One benefit is throughput and performance. It means that much of the database workload is actually asynchronous – which tends to work pretty well. The replication stream operates in parallel to the primary workload.
But an interesting drawback is that you can get into situations where the primary can speed ahead of the replica quite a bit before that COMMIT statement hits and then the specific client who issued the COMMIT will need to sit and wait for awhile. It also means that bulk operations like pg_repack or VACUUM FULL or REFRESH MATERIALIZED VIEW or COPY do not have anything to throttle them. They will generate WAL basically as fast as it can be written to the local disk. In the mean time, everybody else on the system will see their COMMIT operations start to exhibit dramatic hangs and will see apparent sudden performance drops – while they wait for their commit record to eventually get replicated by a lagging replication stream. It can be non-obvious that this performance degradation is completely unrelated to the queries that appear to be slowing down. This is the infamous IPC:SyncRep wait event.

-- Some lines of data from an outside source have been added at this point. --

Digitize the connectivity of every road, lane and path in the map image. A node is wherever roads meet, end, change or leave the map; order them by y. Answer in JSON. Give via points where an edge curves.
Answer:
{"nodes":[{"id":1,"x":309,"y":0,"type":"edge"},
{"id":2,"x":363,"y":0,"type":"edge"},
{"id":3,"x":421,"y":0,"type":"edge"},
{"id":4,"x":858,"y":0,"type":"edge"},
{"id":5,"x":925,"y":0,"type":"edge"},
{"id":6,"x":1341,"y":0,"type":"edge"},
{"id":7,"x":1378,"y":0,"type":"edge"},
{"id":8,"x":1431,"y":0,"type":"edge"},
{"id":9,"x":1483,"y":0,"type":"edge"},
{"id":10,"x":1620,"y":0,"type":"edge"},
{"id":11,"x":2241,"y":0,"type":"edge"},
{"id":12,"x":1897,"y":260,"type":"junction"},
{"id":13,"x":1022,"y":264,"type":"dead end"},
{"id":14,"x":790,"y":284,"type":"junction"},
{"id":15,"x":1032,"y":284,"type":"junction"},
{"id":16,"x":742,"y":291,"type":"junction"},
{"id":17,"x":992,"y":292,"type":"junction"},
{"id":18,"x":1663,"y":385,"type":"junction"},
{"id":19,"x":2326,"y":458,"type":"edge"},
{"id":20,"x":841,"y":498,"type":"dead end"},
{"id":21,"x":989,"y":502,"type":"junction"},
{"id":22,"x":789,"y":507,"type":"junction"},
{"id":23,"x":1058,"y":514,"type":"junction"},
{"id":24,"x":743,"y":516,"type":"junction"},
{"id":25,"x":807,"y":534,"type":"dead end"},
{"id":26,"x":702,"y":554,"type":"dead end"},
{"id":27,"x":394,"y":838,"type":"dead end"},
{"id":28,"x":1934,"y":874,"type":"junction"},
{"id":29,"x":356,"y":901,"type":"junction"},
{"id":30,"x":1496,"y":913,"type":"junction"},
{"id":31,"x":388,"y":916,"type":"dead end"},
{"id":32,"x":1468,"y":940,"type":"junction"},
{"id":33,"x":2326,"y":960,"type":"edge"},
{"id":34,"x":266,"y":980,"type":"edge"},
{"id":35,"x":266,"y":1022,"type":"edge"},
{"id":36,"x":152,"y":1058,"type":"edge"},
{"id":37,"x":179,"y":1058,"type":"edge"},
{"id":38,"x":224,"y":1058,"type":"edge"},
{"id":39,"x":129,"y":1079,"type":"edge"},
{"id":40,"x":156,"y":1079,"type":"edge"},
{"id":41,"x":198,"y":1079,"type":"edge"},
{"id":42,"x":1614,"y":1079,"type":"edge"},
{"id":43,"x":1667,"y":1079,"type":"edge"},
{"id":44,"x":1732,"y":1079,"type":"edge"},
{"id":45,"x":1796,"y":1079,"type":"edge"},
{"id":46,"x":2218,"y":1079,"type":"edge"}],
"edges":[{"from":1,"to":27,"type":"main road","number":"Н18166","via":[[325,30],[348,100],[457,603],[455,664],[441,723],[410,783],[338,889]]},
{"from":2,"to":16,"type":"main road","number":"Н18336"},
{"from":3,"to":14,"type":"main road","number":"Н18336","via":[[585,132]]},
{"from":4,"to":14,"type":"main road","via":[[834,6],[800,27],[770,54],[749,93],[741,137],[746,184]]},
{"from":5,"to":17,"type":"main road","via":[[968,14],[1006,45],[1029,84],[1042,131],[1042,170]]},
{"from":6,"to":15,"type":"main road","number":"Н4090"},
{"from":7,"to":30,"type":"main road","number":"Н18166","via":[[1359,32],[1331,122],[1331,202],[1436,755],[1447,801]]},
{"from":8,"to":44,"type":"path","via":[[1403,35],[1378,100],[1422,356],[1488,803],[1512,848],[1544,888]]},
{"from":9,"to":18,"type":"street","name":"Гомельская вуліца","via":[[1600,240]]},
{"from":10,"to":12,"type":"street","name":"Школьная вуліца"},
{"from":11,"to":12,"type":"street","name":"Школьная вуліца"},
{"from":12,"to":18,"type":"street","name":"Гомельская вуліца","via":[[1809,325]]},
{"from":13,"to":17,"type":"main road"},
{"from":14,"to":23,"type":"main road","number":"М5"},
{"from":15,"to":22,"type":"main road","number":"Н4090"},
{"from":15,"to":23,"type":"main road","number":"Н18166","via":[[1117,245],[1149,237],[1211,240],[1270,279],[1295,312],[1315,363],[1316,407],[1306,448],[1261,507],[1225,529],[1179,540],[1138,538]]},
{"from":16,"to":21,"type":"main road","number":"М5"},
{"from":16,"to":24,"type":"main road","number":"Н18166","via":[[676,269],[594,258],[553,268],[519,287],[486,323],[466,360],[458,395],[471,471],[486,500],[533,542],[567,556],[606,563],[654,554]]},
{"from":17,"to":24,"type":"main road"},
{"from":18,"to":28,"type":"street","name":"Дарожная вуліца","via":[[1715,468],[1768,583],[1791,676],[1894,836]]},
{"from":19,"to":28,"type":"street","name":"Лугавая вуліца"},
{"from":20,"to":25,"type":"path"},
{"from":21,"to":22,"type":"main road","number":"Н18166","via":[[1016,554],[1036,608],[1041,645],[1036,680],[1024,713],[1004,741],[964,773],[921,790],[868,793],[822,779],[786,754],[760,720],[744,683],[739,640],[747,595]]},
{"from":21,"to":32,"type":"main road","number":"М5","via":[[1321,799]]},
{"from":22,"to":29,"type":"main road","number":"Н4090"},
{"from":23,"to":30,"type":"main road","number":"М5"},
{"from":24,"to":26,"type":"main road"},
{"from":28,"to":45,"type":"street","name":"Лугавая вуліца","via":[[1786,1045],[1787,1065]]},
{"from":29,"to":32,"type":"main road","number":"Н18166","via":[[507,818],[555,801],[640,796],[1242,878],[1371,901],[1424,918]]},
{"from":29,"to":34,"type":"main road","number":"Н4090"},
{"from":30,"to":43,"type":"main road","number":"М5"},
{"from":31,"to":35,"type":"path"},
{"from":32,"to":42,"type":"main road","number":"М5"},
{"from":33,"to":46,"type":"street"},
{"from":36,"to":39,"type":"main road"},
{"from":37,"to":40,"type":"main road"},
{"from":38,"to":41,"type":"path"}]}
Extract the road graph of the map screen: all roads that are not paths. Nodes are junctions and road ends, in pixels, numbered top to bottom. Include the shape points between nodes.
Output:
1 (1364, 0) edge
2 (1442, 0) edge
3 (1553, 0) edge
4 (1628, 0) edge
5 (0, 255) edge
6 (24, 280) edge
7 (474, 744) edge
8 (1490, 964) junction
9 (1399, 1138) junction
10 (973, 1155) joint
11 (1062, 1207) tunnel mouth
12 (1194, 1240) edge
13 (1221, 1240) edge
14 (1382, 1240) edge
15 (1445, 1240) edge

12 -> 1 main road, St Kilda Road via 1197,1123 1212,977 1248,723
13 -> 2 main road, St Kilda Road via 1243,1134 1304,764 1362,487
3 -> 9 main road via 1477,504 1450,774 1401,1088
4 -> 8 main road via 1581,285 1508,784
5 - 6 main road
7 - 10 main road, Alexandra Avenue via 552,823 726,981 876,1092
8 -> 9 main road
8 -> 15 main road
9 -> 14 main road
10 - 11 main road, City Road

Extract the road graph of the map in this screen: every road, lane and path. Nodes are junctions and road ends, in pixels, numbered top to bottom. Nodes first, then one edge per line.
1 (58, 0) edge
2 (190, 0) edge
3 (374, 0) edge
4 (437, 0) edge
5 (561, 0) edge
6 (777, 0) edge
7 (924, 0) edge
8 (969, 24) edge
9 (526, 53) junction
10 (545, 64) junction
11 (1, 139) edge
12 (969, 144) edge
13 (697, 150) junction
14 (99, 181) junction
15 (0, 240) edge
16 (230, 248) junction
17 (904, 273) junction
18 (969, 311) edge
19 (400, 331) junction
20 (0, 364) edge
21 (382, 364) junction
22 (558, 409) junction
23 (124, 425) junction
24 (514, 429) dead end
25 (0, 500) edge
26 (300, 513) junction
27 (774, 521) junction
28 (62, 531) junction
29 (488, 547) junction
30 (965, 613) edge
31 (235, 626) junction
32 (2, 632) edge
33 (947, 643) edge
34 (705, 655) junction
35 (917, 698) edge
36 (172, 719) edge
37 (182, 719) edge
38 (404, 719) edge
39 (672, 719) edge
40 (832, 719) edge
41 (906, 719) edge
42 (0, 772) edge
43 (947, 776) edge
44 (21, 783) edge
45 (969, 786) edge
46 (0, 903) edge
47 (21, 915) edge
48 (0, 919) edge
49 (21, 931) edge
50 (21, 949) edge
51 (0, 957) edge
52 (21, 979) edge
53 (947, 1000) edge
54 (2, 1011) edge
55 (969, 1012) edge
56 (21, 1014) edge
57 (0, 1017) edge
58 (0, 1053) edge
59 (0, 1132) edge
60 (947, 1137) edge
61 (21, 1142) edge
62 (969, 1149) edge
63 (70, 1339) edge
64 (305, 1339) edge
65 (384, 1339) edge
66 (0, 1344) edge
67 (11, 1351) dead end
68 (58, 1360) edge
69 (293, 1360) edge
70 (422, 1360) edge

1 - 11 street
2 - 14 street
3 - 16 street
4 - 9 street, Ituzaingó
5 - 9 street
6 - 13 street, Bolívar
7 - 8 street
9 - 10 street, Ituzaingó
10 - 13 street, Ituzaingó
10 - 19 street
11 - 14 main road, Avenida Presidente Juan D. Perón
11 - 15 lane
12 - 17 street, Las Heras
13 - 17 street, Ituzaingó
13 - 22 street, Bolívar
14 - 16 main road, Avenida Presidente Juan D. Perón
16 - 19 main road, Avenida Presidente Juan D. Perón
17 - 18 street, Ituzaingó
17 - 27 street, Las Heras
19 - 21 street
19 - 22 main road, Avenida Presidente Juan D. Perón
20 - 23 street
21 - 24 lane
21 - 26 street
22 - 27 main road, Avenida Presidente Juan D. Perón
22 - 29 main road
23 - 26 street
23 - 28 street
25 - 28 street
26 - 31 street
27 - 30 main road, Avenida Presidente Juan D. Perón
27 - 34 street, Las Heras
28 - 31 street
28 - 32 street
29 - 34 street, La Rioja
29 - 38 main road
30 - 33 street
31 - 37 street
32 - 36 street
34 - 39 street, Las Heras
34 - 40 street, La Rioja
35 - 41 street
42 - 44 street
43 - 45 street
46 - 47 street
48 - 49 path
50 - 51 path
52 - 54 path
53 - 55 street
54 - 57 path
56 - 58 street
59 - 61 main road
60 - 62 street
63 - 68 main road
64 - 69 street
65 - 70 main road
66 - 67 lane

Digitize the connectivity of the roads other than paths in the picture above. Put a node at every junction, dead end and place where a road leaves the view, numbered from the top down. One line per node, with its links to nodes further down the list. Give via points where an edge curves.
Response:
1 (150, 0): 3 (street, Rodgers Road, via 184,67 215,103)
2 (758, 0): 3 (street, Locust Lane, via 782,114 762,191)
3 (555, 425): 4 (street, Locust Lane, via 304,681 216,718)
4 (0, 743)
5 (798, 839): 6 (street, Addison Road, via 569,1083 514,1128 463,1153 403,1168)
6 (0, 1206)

Another drawback: as the replication stream begins to lag, the amount of disk needed for WAL storage balloons. This makes it challenging to predict the required size of a dedicated volume for WAL. A system might seem to have lots of headroom, and then a pg_repack on a large table might fill the WAL volume without warning.
This is a bit different from storage-level synchronous replication. With storage-level replication, each IO operation performing a write to the disk needs to be replicated. Postgres has a single WAL stream – so if any connection issues a COMMIT then postgres will immediately fsync the entire WAL stream up to that point – including all of the WAL for the bulk operation. In this way, the fsync works a little bit like the IPC:SyncRep wait – however I have a sense that fsync somehow introduces more backpressure into the system as a whole and likely provides at least a small amount of healthy throttling for large bulk operations.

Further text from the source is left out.